12月2日、東京メトロ千代田線綾瀬駅から小田急線を経て、JR御殿場線御殿場駅まで直通する特急「メトロあさぎり号」が臨時運転される。マニア垂涎のチケットはすでに完売。地下鉄直通特急というジャンルは今後、どのような広がりを見せていくのだろうか?(鉄道ジャーナリスト 枝久保達也)

史上初!メトロから静岡県への
直通電車が12月に運行

2008年、小田急電鉄ロマンスカーから始まった「地下鉄直通特急」小田急線と千代田線で始まった「地下鉄直通特急」。誕生から10年が経ち、東武や西武など、他路線でも地下鉄直通特急が検討されるようになった Photo:PIXTA

 2008年3月の運行開始から10周年を迎える地下鉄千代田線直通ロマンスカー60000形「MSE」。

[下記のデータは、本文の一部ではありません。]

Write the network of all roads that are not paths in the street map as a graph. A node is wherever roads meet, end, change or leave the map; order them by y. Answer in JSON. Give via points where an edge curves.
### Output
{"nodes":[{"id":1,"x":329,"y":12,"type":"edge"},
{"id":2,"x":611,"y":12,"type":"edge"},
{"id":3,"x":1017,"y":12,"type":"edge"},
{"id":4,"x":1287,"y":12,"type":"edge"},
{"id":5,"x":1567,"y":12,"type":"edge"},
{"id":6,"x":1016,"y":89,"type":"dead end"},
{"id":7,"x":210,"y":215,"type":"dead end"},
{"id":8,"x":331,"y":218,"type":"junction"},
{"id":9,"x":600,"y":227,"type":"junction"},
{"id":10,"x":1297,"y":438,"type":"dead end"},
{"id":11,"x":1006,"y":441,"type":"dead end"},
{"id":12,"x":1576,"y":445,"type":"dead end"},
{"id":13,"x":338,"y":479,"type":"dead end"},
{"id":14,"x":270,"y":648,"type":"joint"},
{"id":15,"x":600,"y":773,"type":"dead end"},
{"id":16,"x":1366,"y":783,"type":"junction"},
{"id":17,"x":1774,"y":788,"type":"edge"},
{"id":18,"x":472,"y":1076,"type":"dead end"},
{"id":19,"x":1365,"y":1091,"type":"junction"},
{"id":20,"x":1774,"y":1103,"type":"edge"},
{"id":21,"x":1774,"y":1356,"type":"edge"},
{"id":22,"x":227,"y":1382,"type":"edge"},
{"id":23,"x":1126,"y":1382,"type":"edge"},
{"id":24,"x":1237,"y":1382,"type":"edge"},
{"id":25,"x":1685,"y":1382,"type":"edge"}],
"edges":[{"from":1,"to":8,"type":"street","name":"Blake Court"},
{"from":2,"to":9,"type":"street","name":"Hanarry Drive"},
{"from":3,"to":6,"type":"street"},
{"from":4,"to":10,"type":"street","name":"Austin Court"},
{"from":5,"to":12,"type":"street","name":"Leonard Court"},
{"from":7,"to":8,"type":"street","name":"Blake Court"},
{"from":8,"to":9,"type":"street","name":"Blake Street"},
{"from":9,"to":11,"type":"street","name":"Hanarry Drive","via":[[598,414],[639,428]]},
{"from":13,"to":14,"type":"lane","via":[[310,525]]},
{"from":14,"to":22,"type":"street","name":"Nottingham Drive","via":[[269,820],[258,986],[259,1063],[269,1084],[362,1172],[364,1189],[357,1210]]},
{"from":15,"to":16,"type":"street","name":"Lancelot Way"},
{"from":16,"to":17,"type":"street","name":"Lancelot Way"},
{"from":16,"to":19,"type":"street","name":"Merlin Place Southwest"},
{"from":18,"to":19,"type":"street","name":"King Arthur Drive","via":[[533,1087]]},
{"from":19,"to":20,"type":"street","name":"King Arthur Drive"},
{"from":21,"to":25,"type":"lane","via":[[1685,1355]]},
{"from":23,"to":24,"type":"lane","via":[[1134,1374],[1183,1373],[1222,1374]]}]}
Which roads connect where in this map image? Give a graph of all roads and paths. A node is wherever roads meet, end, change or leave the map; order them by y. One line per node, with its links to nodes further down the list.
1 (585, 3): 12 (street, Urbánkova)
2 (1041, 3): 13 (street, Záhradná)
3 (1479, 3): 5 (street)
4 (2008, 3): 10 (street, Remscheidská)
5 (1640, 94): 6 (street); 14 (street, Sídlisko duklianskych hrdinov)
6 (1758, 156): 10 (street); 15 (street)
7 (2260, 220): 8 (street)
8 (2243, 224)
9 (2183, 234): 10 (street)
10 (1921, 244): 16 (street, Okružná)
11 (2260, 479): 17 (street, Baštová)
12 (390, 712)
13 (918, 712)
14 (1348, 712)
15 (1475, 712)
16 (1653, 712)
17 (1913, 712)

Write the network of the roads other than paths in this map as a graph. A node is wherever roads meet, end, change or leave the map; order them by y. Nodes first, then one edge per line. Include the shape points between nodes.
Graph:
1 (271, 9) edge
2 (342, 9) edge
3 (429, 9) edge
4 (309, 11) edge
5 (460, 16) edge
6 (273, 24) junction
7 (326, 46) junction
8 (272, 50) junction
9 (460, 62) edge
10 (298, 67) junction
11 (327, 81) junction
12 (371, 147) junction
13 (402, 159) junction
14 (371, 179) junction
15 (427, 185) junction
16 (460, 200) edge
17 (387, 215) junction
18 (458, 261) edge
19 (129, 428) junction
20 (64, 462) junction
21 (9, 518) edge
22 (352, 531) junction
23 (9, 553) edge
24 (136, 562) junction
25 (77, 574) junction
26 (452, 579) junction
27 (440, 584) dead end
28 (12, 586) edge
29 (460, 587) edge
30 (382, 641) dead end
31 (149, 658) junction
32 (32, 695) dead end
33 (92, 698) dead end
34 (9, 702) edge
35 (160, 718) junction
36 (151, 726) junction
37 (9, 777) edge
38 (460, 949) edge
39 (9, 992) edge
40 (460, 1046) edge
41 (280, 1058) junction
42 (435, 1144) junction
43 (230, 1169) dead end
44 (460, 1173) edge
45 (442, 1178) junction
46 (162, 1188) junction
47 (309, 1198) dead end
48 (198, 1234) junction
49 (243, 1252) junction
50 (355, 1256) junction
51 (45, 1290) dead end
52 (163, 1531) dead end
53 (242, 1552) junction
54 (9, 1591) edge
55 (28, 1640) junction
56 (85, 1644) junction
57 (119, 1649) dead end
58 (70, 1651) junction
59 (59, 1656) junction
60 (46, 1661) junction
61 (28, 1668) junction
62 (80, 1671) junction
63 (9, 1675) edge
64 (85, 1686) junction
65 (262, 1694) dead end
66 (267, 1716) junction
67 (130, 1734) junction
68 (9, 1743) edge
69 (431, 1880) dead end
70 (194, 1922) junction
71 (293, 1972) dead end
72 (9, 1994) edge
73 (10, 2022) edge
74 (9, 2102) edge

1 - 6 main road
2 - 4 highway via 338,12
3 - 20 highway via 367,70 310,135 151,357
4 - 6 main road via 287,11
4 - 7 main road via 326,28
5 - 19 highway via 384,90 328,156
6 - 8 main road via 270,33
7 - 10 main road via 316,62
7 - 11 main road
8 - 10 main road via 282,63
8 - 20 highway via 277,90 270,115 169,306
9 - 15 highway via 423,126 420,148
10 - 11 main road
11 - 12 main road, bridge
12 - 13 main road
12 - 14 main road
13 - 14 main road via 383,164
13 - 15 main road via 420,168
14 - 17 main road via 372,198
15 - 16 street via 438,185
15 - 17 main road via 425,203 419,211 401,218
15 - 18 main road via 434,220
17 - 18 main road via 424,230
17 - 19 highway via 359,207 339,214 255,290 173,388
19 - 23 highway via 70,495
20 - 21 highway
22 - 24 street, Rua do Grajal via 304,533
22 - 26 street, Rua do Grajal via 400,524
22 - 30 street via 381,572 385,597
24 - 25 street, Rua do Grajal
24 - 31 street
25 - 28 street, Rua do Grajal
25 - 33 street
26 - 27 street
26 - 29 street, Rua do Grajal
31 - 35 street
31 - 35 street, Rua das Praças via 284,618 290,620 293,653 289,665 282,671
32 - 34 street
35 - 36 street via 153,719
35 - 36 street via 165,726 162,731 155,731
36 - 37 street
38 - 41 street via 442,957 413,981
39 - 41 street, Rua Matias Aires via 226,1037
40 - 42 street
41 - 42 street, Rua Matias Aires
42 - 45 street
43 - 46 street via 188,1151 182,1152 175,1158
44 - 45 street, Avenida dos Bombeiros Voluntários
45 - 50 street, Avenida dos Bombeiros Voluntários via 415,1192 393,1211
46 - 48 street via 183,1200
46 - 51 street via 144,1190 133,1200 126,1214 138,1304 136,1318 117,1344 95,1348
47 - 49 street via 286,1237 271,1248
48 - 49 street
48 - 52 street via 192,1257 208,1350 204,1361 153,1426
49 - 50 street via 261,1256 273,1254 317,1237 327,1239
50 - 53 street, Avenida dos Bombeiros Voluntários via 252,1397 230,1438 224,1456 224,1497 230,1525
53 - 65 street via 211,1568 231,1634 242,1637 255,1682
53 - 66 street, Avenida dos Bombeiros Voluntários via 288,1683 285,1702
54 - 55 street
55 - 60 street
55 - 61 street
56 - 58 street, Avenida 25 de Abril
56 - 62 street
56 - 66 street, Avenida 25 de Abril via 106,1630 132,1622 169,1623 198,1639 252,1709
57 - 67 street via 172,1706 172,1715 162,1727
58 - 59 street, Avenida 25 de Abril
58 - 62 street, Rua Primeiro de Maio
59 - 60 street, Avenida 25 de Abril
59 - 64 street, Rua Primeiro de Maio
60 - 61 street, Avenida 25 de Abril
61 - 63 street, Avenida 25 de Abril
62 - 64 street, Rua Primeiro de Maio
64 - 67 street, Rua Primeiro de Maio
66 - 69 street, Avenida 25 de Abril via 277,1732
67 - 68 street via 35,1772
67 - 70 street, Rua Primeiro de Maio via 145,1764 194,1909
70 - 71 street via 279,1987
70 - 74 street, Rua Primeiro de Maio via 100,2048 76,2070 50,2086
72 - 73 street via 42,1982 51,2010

東京メトロと小田急電鉄は記念企画として、12月2日に臨時特急ロマンスカー「メトロあさぎり号」を運行すると発表した。

 MSEは普段、「メトロはこね号」や「メトロホームウェイ号」など地下鉄直通列車と、小田急新宿駅からJR御殿場線に乗り入れる「ふじさん号」を中心に運行されている。今回の「メトロあさぎり号」は千代田線綾瀬駅を出発し、小田急線を経由して、JR御殿場線御殿場駅まで3路線を直通運転する。両方の路線に対応するMSEならではの運行ルートで、千代田線から御殿場線に直通するのは珍しい。

 加えて今年3月から「ふじさん号」に変更された「あさぎり号」の愛称が一日限定で復活するという、レア尽くしのマニアックな臨時列車である。こんな列車を鉄道ファンが見逃すわけもなく、原稿執筆時点でツアーは完売済みなのであしからず。

 私事で恐縮だが、筆者は東京メトロ勤務時代に広報担当者として、MSEの発表からお披露目、営業運転開始までに立ち会ってきた。ロマンスカーだからメインはあくまでも小田急電鉄で、筆者は文字通り立ち会っていただけなのだが、小田急電鉄のロマンスカーにかける思いの強さ、MSEに対するマスコミ、鉄道ファン、利用者の期待の大きさを肌で実感したものだ。

 地下鉄直通特急のパイオニアとなったMSEではあるが、特急車両を地下鉄に直通させるアイデア自体は必ずしも新しいものではない。京成電鉄は1960年代に成田山行き臨時有料特急を地下鉄浅草線に直通させているし、1990年にデビューした「スカイライナーAE100形」(2016年に引退した先代車両)の先頭車両にも、地下鉄線内の運行を想定した非常用扉が設置されていた。しかし、地下鉄線内での運用に解決すべき課題が多く、本格的な地下鉄直通特急の運行は、2008年のMSEまで実現しなかった。